__ASSIGNED TASK__: Lines in which "image" appears should be pulled from the data below.

__DATA SHOWN__:
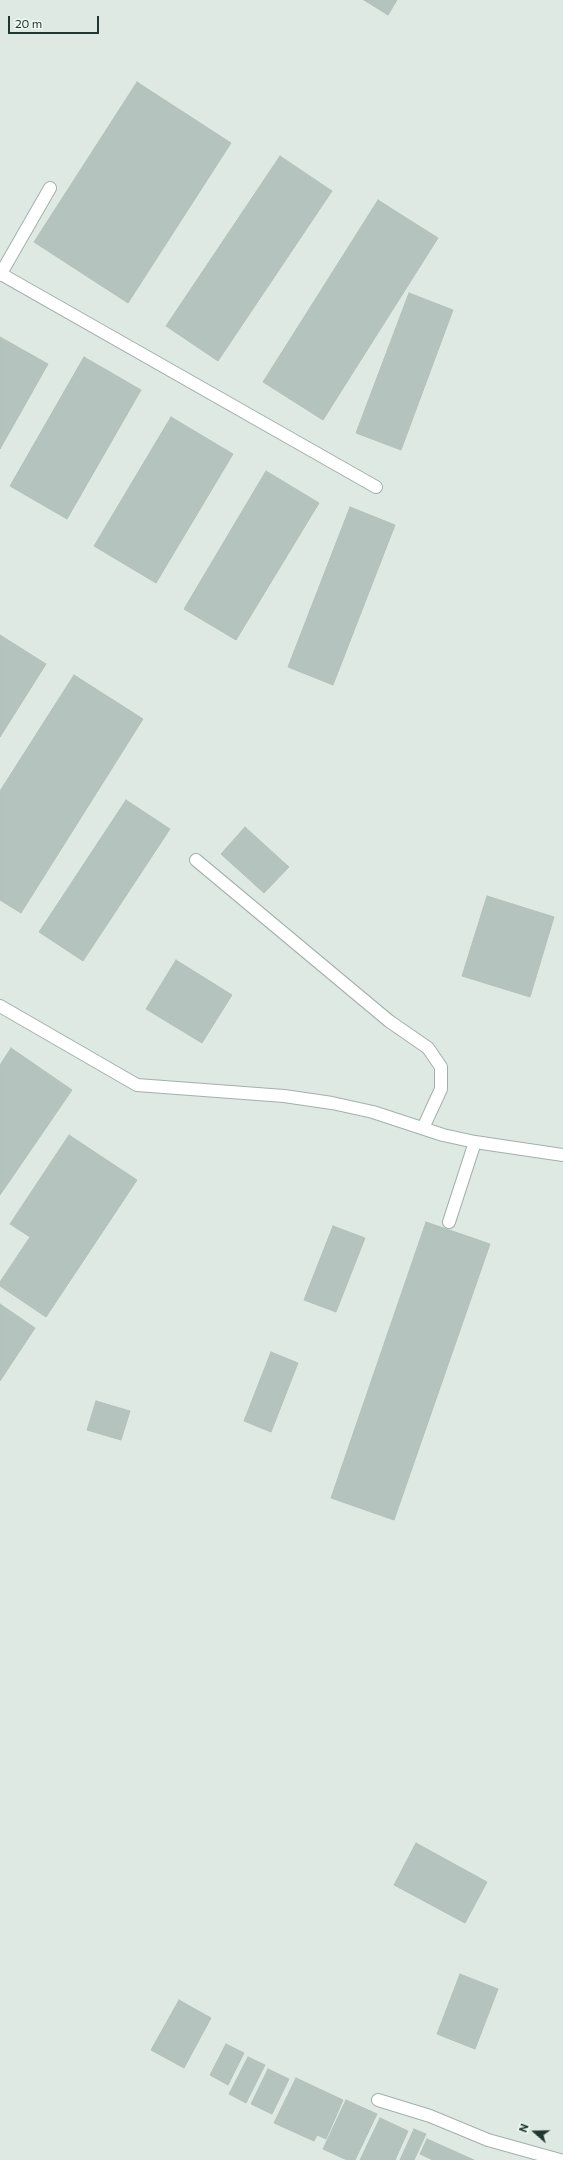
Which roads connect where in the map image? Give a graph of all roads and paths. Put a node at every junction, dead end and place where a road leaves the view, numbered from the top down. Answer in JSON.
{"nodes":[{"id":1,"x":50,"y":188,"type":"dead end"},
{"id":2,"x":0,"y":274,"type":"edge"},
{"id":3,"x":376,"y":488,"type":"dead end"},
{"id":4,"x":196,"y":860,"type":"dead end"},
{"id":5,"x":0,"y":1006,"type":"edge"},
{"id":6,"x":423,"y":1128,"type":"junction"},
{"id":7,"x":474,"y":1142,"type":"junction"},
{"id":8,"x":563,"y":1155,"type":"edge"},
{"id":9,"x":449,"y":1222,"type":"dead end"},
{"id":10,"x":378,"y":2100,"type":"dead end"},
{"id":11,"x":560,"y":2160,"type":"edge"}],
"edges":[{"from":1,"to":2,"type":"lane"},
{"from":2,"to":3,"type":"lane"},
{"from":4,"to":6,"type":"lane"},
{"from":5,"to":6,"type":"lane"},
{"from":6,"to":7,"type":"lane"},
{"from":7,"to":8,"type":"lane"},
{"from":7,"to":9,"type":"lane"},
{"from":10,"to":11,"type":"lane"}]}
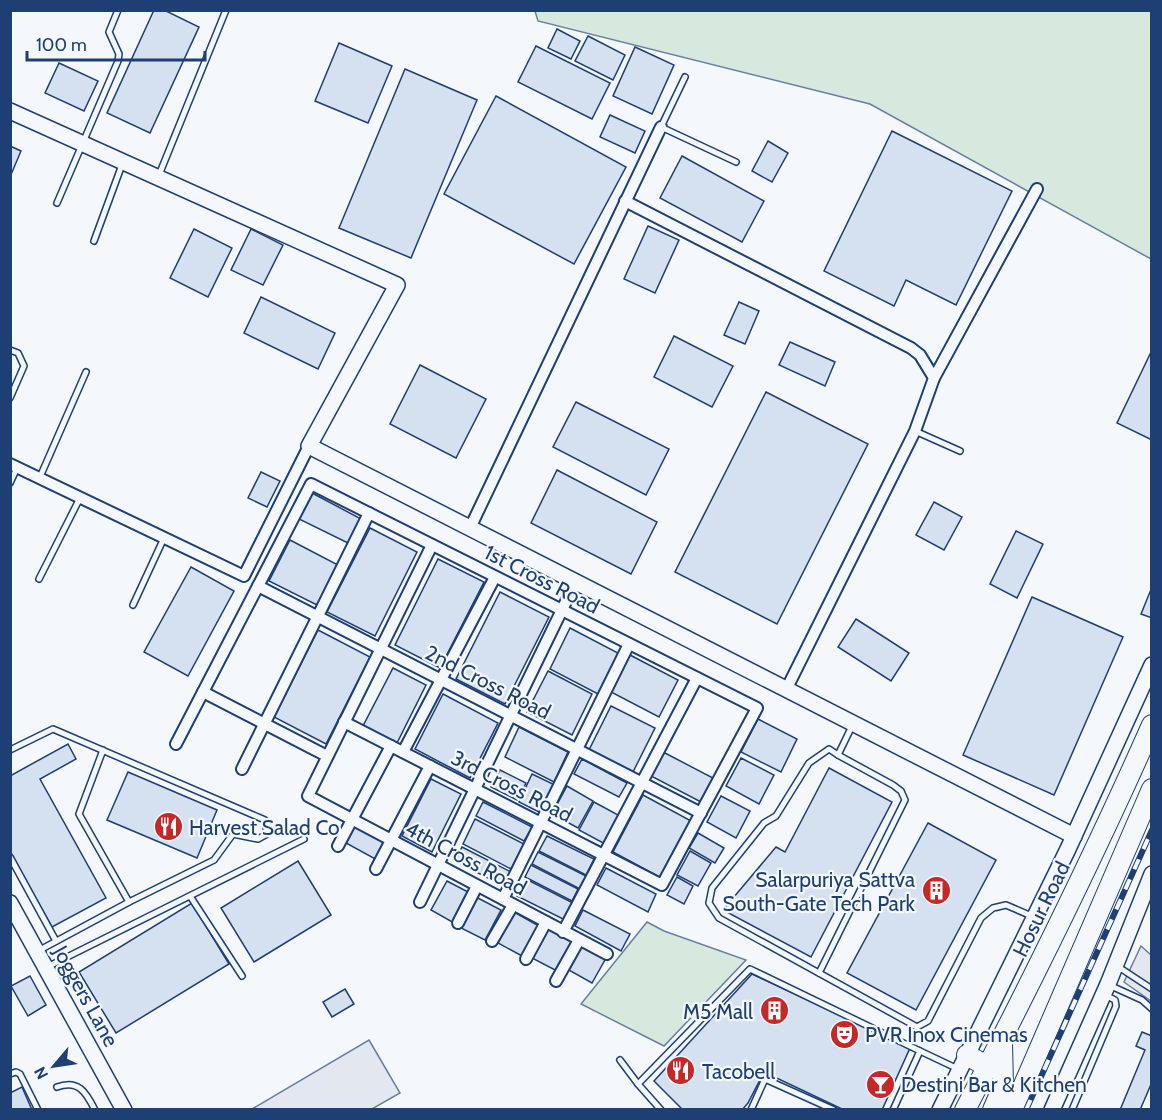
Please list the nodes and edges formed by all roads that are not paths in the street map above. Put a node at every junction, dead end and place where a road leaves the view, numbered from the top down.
1 (118, 10) edge
2 (226, 10) edge
3 (685, 77) dead end
4 (10, 111) edge
5 (661, 127) junction
6 (84, 142) junction
7 (123, 160) junction
8 (736, 162) dead end
9 (158, 176) junction
10 (1037, 189) dead end
11 (625, 201) junction
12 (57, 203) dead end
13 (94, 241) dead end
14 (10, 350) edge
15 (86, 372) dead end
16 (934, 378) junction
17 (10, 398) edge
18 (915, 431) junction
19 (309, 446) junction
20 (960, 451) dead end
21 (14, 466) edge
22 (39, 478) junction
23 (10, 483) edge
24 (80, 498) junction
25 (369, 513) junction
26 (470, 528) junction
27 (164, 538) junction
28 (432, 545) junction
29 (495, 576) junction
30 (39, 579) dead end
31 (576, 581) junction
32 (258, 586) junction
33 (133, 604) dead end
34 (562, 610) junction
35 (318, 617) junction
36 (628, 644) junction
37 (381, 649) junction
38 (1152, 665) edge
39 (697, 678) junction
40 (441, 680) junction
41 (786, 690) junction
42 (203, 692) junction
43 (511, 716) junction
44 (344, 722) junction
45 (265, 724) junction
46 (853, 724) junction
47 (1152, 725) edge
48 (176, 744) dead end
49 (391, 746) junction
50 (576, 749) junction
51 (10, 750) edge
52 (103, 750) junction
53 (403, 752) junction
54 (838, 755) junction
55 (327, 756) junction
56 (430, 766) junction
57 (242, 769) dead end
58 (642, 783) junction
59 (475, 789) junction
60 (1152, 789) edge
61 (701, 813) junction
62 (352, 820) junction
63 (540, 823) junction
64 (1074, 836) junction
65 (304, 839) dead end
66 (391, 840) junction
67 (338, 846) dead end
68 (1098, 846) junction
69 (604, 855) junction
70 (10, 857) edge
71 (1121, 858) junction
72 (438, 865) junction
73 (376, 869) dead end
74 (1152, 874) edge
75 (477, 886) junction
76 (190, 896) junction
77 (129, 902) junction
78 (420, 902) dead end
79 (508, 902) junction
80 (10, 903) edge
81 (1035, 918) junction
82 (546, 922) junction
83 (458, 924) dead end
84 (563, 932) junction
85 (579, 940) junction
86 (56, 941) junction
87 (492, 941) dead end
88 (37, 951) junction
89 (607, 954) dead end
90 (526, 959) dead end
91 (1115, 965) junction
92 (46, 968) junction
93 (819, 973) junction
94 (242, 976) dead end
95 (556, 981) dead end
96 (1105, 989) junction
97 (1152, 989) edge
98 (1152, 1009) edge
99 (1002, 1042) junction
100 (920, 1051) junction
101 (620, 1060) dead end
102 (963, 1063) junction
103 (988, 1067) junction
104 (10, 1074) edge
105 (638, 1084) junction
106 (57, 1087) dead end
107 (38, 1110) edge
108 (95, 1110) edge
109 (124, 1110) edge
110 (661, 1110) edge
111 (751, 1110) edge
112 (834, 1110) edge
113 (893, 1110) edge
114 (940, 1110) edge
115 (965, 1110) edge
116 (993, 1110) edge
117 (1013, 1110) edge
118 (1052, 1110) edge
119 (1072, 1110) edge

1 - 6 lane
2 - 9 lane
3 - 5 lane
4 - 6 street
5 - 8 lane
5 - 11 street
6 - 7 street
6 - 12 lane
7 - 9 street
7 - 13 lane
9 - 19 street
10 - 16 street
11 - 16 street
11 - 26 street
14 - 17 lane
15 - 22 lane
16 - 18 street
18 - 20 lane
18 - 41 street
19 - 26 street
19 - 27 street
21 - 22 street
21 - 23 lane
22 - 24 street
24 - 27 street
24 - 30 lane
25 - 28 street, 1st Cross Road
25 - 32 street, 1st Cross Road
25 - 35 street
26 - 31 street
27 - 33 lane
28 - 29 street, 1st Cross Road
28 - 37 street
29 - 34 street, 1st Cross Road
29 - 40 street
31 - 34 street
31 - 41 street
32 - 35 street, 2nd Cross Road
32 - 42 street
34 - 36 street, 1st Cross Road
34 - 43 street
35 - 37 street, 2nd Cross Road
35 - 45 street
36 - 39 street, 1st Cross Road
36 - 50 street
37 - 40 street, 2nd Cross Road
37 - 44 street
38 - 64 street
39 - 58 street
39 - 61 street, 1st Cross Road
40 - 43 street, 2nd Cross Road
40 - 53 street
41 - 46 street
42 - 45 street
42 - 48 street
43 - 50 street, 2nd Cross Road
43 - 59 street
44 - 49 street, 3rd Cross Road
44 - 55 street
45 - 55 street
45 - 57 street
46 - 54 lane
46 - 64 street
47 - 68 highway, Hosur Road
49 - 53 street, 3rd Cross Road
49 - 62 street
50 - 58 street, 2nd Cross Road
50 - 63 street
51 - 52 lane
52 - 77 lane
52 - 77 lane
53 - 56 street, 3rd Cross Road
54 - 93 lane
54 - 93 lane
55 - 62 street, 4th Cross Road
56 - 59 street, 3rd Cross Road
56 - 66 street
58 - 61 street, 2nd Cross Road
58 - 69 street
59 - 63 street, 3rd Cross Road
59 - 72 street
60 - 71 highway
61 - 69 street, 3rd Cross Road
62 - 66 street, 4th Cross Road
62 - 67 street
63 - 69 street, 3rd Cross Road
63 - 79 street
64 - 81 street
65 - 76 lane
66 - 72 street, 4th Cross Road
66 - 73 street
68 - 71 highway
68 - 99 highway, Hosur Road
69 - 84 street
70 - 86 lane
71 - 117 highway
72 - 75 street, 4th Cross Road
72 - 78 street
74 - 91 street
75 - 79 street, 4th Cross Road
75 - 83 street
76 - 92 lane
76 - 94 lane
77 - 86 lane
79 - 82 street, 4th Cross Road
79 - 87 street
80 - 88 street, Joggers Lane
81 - 93 lane
81 - 102 street
82 - 84 street, 4th Cross Road
82 - 90 street
84 - 85 street, 4th Cross Road
85 - 89 street, 4th Cross Road
85 - 95 street
86 - 88 lane
88 - 92 street, Joggers Lane
91 - 96 street
91 - 97 lane
92 - 109 street, Joggers Lane
96 - 98 lane
96 - 118 street
96 - 119 lane
99 - 103 highway, Hosur Road
99 - 116 highway
100 - 102 lane
100 - 105 lane
100 - 113 lane
101 - 105 lane
102 - 103 highway
102 - 114 street
103 - 115 highway, Hosur Road
104 - 107 lane
105 - 110 lane
106 - 108 lane
111 - 112 lane

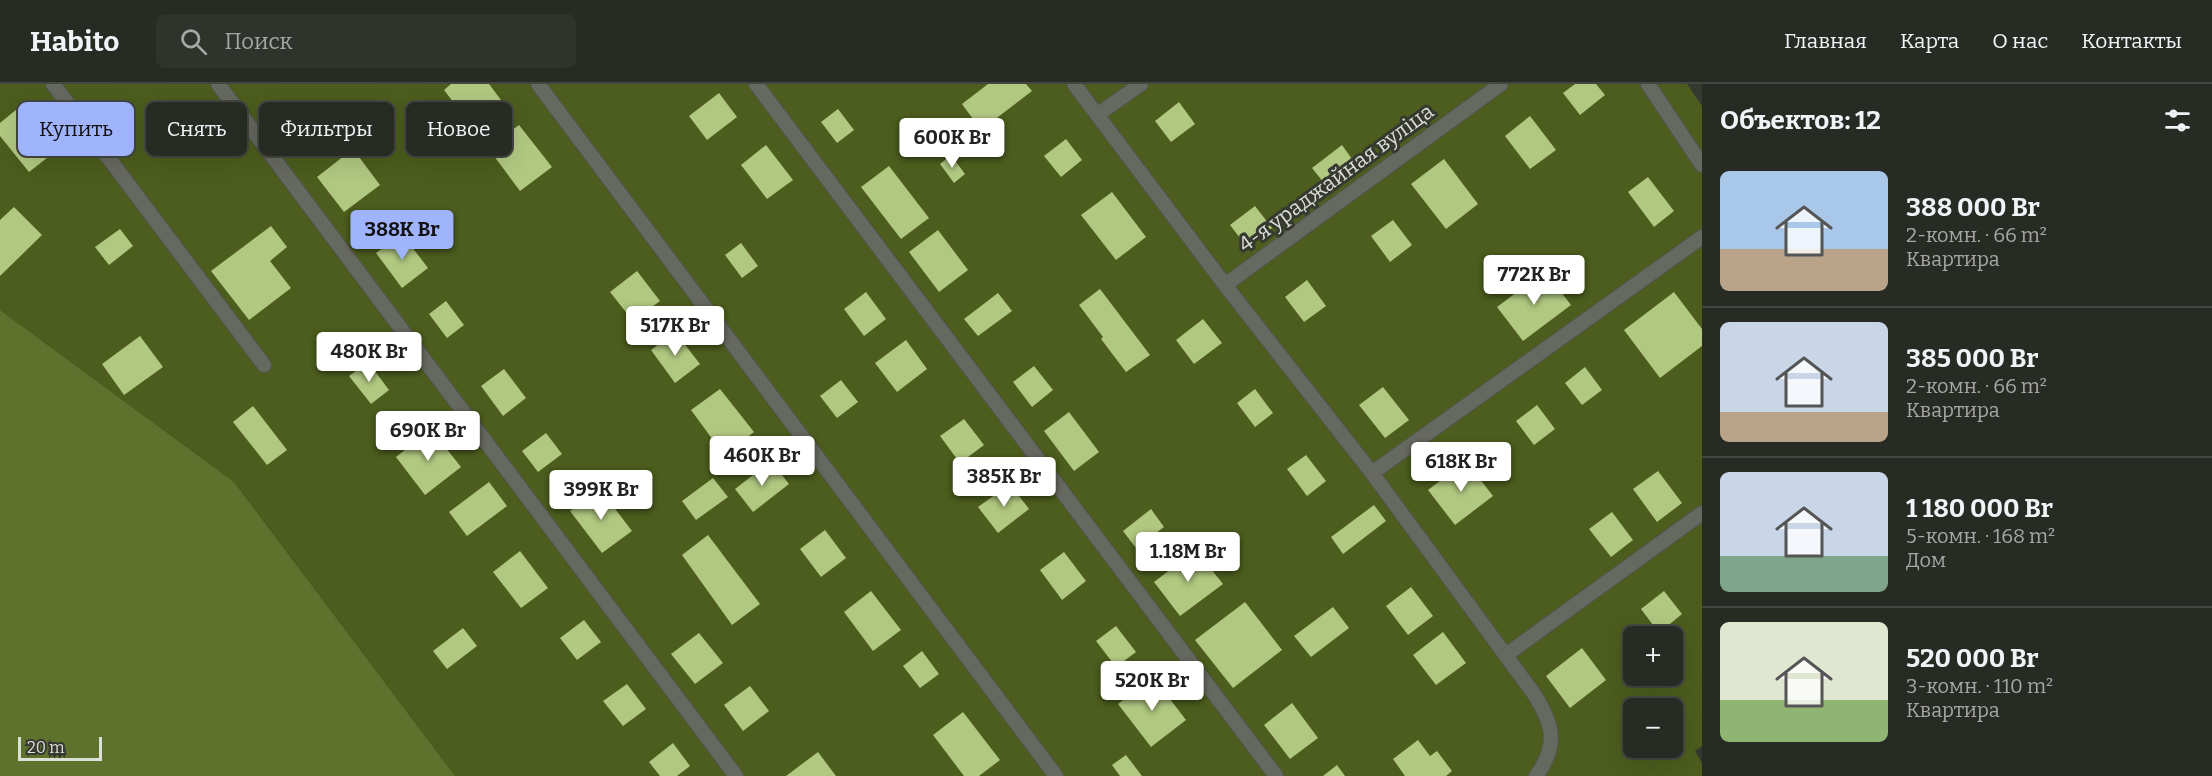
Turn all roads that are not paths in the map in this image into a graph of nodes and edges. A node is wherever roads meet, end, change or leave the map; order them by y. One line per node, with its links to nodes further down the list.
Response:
1 (53, 84): 13 (lane)
2 (218, 84): 17 (lane)
3 (538, 84): 18 (lane)
4 (756, 84): 19 (lane)
5 (1074, 84): 9 (lane)
6 (1141, 84): 9 (lane)
7 (1501, 84): 12 (lane, 4-я ураджайная вуліца)
8 (1648, 84): 10 (lane)
9 (1097, 115): 12 (lane)
10 (1702, 165)
11 (1702, 237): 14 (lane)
12 (1225, 285): 14 (lane)
13 (264, 365)
14 (1372, 473): 16 (lane)
15 (1702, 513): 16 (lane)
16 (1506, 655): 20 (lane)
17 (736, 776)
18 (1056, 776)
19 (1276, 776)
20 (1536, 776)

__SOLUTION TO THIS PROBLEM__:
Which roads connect where in the map image? Give a graph of all roads and paths. Put a node at every junction, dead end and place where a road leaves the view, numbered from the top down. Answer in JSON.
Turn all roads that are not paths in the map in this image into a graph of nodes and edges. A node is wherever roads meet, end, change or leave the map; order them by y. One line per node, with its links to nodes further down the list.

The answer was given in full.